Ren berdoa agar pembicaraan ini segera berakhir.
Tiba-tiba, seolah doanya didengar, Weiss berdiri dan berkata kepada Roy.
「Senang mengetahui bahwa pewarisnya sangat dapat diandalkan. ──── Nah, saya ingin mengubah topik, apakah kita bisa beristirahat di desa ini selama satu hari?」
Roy tentu saja menjawab, 「Tentu saja.」
Namun, dia melihat jumlah ksatria yang datang bersama Weiss dan berpikir bahwa mereka perlu menyiapkan sambutan. Dia kekurangan bahan makanan yang cukup untuk menyambut semua orang.
Weiss mengatakan agar tidak perlu khawatir, tetapi Roy tidak bisa mengabaikannya.
Mireille sibuk mempersiapkan sambutan untuk para ksatria di rumah, sedangkan Roy memutuskan untuk pergi berburu ke hutan seperti biasa untuk mendapatkan bahan makanan. Dalam hal ini, dia menolak tawaran bantuan dari Weiss dan pergi sendirian dari rumah.
Melihat pemandangan itu, Ren pun keluar dari rumah untuk mengantar kepergian.

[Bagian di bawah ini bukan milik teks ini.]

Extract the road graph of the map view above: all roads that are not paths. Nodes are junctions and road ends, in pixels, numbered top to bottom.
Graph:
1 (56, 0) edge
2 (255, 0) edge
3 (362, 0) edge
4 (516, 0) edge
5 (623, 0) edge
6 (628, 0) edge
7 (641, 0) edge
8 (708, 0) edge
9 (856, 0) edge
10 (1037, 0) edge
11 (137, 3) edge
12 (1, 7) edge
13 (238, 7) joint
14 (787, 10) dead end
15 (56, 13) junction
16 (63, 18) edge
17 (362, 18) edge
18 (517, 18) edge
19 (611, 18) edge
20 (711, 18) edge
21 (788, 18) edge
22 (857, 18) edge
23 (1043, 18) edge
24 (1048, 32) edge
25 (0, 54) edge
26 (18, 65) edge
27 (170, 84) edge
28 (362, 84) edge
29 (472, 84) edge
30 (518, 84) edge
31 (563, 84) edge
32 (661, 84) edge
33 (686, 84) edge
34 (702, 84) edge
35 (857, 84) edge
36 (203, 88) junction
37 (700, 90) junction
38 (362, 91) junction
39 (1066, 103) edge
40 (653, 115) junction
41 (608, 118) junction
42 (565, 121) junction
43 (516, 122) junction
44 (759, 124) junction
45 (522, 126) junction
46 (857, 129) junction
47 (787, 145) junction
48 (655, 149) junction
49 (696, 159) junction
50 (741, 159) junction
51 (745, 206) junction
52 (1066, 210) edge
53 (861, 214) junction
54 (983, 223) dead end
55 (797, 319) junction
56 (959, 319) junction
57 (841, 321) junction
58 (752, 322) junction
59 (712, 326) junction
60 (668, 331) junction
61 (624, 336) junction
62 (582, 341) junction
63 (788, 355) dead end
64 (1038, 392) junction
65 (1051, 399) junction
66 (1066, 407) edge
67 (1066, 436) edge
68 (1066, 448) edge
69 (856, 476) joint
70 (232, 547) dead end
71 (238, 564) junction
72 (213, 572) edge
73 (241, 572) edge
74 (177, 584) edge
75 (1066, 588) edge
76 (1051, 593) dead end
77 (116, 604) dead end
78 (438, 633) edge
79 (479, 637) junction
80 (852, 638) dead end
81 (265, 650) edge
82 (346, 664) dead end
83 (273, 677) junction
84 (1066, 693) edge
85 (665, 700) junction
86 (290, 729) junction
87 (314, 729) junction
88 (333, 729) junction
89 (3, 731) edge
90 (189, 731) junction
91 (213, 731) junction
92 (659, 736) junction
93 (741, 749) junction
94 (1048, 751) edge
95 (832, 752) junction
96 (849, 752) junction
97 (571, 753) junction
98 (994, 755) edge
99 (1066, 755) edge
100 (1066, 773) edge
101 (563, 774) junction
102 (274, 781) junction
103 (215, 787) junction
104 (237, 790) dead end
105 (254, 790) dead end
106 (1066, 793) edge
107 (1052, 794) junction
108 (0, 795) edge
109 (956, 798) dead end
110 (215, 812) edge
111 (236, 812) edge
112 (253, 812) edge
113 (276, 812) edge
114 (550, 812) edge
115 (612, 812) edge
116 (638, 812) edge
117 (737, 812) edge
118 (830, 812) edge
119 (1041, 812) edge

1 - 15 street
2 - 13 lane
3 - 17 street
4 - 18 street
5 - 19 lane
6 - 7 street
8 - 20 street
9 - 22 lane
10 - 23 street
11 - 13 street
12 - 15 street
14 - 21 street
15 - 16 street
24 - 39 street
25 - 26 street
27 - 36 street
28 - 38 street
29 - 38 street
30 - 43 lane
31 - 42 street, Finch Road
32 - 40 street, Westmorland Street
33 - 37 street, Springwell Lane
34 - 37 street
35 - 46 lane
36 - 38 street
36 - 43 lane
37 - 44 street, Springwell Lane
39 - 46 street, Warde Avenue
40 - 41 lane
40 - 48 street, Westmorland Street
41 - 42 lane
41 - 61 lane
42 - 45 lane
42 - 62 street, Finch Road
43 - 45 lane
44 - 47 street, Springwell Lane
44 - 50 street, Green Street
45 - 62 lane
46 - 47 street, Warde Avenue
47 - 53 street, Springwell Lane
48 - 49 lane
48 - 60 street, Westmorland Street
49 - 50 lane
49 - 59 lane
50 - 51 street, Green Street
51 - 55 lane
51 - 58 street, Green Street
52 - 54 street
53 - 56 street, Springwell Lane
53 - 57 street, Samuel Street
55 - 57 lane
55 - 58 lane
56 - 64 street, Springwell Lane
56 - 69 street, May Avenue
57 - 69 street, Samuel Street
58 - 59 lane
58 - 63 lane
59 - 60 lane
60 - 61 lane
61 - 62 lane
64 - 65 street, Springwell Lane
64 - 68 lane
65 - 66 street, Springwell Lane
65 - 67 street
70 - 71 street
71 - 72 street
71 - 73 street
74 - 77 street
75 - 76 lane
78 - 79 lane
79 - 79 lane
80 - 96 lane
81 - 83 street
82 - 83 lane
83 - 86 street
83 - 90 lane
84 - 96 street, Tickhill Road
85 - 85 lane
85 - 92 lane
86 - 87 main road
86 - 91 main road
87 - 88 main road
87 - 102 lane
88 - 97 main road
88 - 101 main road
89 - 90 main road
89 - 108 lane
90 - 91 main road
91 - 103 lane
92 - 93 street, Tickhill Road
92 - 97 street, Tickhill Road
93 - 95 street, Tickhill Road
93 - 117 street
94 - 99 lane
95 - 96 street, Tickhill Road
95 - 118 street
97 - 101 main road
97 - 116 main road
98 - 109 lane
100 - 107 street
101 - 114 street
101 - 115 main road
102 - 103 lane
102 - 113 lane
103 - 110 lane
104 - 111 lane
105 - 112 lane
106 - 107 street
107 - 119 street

"Ngomong-ngomong, Ayah, aku dengar orang-orang yang bersama Tuan Weiss juga seorang ksatria. Tapi kenapa mereka berbicara dengan bahasa sopan kepada Ayah?"
"Ah, meskipun sama-sama ksatria, keluarga Ashton bertanggung jawab atas desa ini. Itu sebabnya kedudukan kita lebih tinggi."
"Oh, begitu ..."
"Baiklah, aku akan berangkat sekarang!"
Pagi itu memang lebih sibuk dari biasanya, namun sosok Roy yang menuju ke hutan tetap seperti biasanya.

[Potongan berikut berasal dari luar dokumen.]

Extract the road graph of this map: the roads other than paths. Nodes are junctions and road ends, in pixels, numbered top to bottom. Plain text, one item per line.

Kemudian, ketika sosok Roy tidak lagi terlihat, pintu rumah terbuka. Yang keluar adalah Weiss, dan dia berjalan ke arah Ren.
"Seperti yang kuduga, kami juga akan membantu."

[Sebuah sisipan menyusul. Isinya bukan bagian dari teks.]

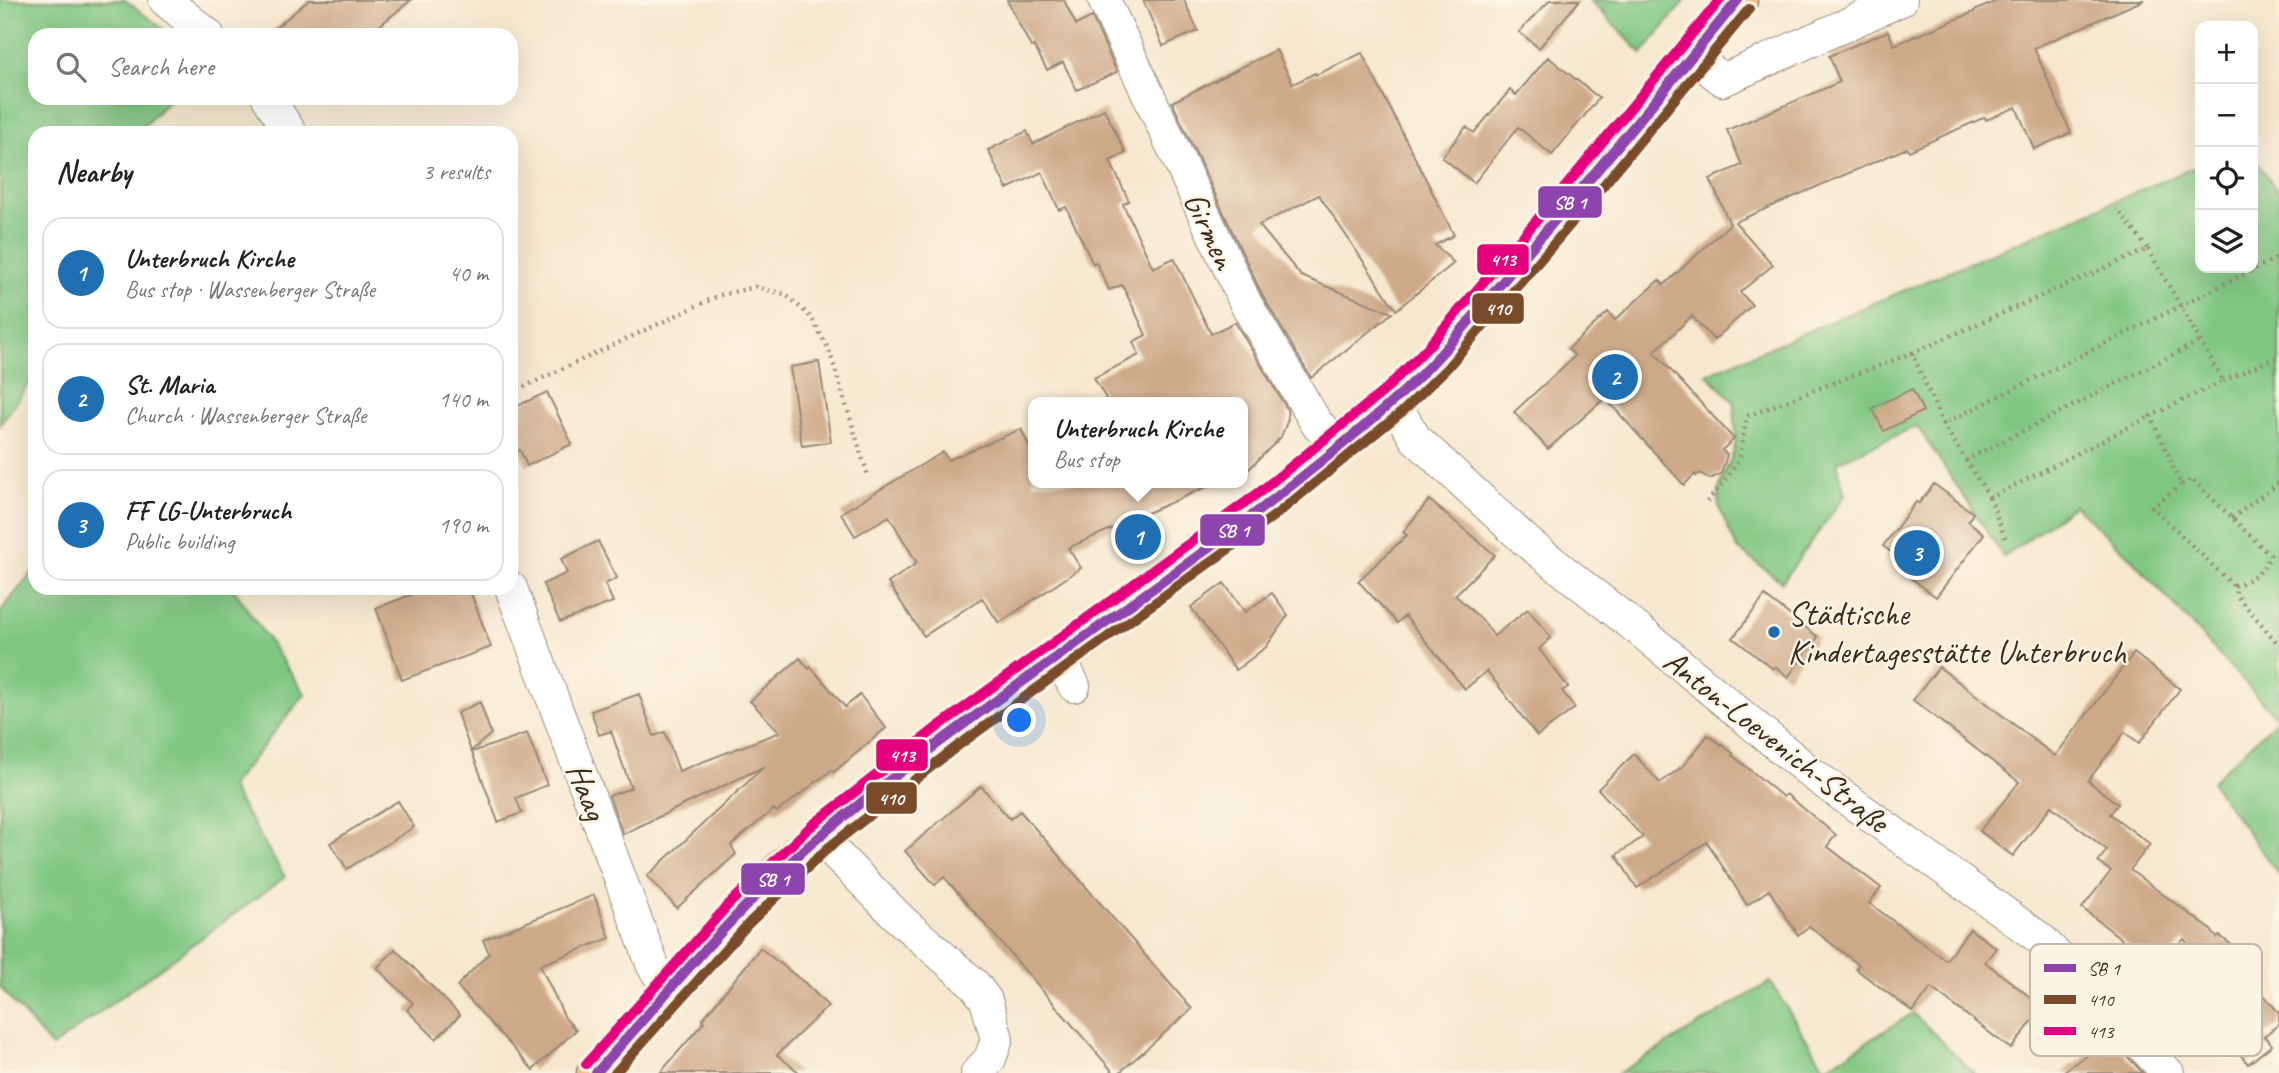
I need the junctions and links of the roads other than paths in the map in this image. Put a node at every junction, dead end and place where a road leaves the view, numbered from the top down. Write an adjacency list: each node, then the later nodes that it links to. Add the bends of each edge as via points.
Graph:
1 (165, 0): 5 (street)
2 (1104, 0): 10 (street, Girmen, via 1246,304 1317,424)
3 (1738, 0): 6 (main road)
4 (1901, 0): 6 (street, via 1723,80)
5 (199, 28)
6 (1692, 56): 9 (main road, via 1436,359)
7 (273, 105): 8 (street)
8 (286, 126)
9 (1393, 401): 10 (main road); 13 (street, Anton-Loevenich-Straße, via 1415,438 1527,542 1811,772)
10 (1342, 445): 12 (main road, via 1067,671 947,737)
11 (514, 595): 14 (street, Haag, via 653,966)
12 (819, 837): 14 (main road, via 748,904); 17 (street, via 986,1000 997,1039 990,1059)
13 (2046, 944)
14 (670, 991): 16 (main road)
15 (2152, 1056): 18 (street, Anton-Loevenich-Straße)
16 (596, 1073)
17 (977, 1073)
18 (2168, 1073)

Weiss merasa tidak enak karena selalu menerima kebaikan, sehingga ia siap berangkat kapan saja dengan membawa pedang di pinggangnya. Namun, mendengar perkataan itu, Ren mengikuti ayahnya.
"Tidak perlu. Seperti yang Ayah katakan, kalian semua bisa bersantai."
"Tapi ..."
"Kalian sudah berkeliling ke desa-desa sekitar, pasti lelah. Tolong, setidaknya untuk hari ini saja, sembuhkanlah kelelahan kalian.”
Meskipun Weiss mencoba bersikeras, dia akhirnya menyerah saat menyadari bahwa Ren tidak akan mengalah. Dengan suara bijak, dia berkata, "Maaf," dan hampir berbalik. Namun, sebelum benar-benar berbalik, Weiss berlutut di depan Ren, mendekatkan pandangan mereka.
"Bagaimanapun, kamu benar-benar anak yang berbicara dengan sangat sopan."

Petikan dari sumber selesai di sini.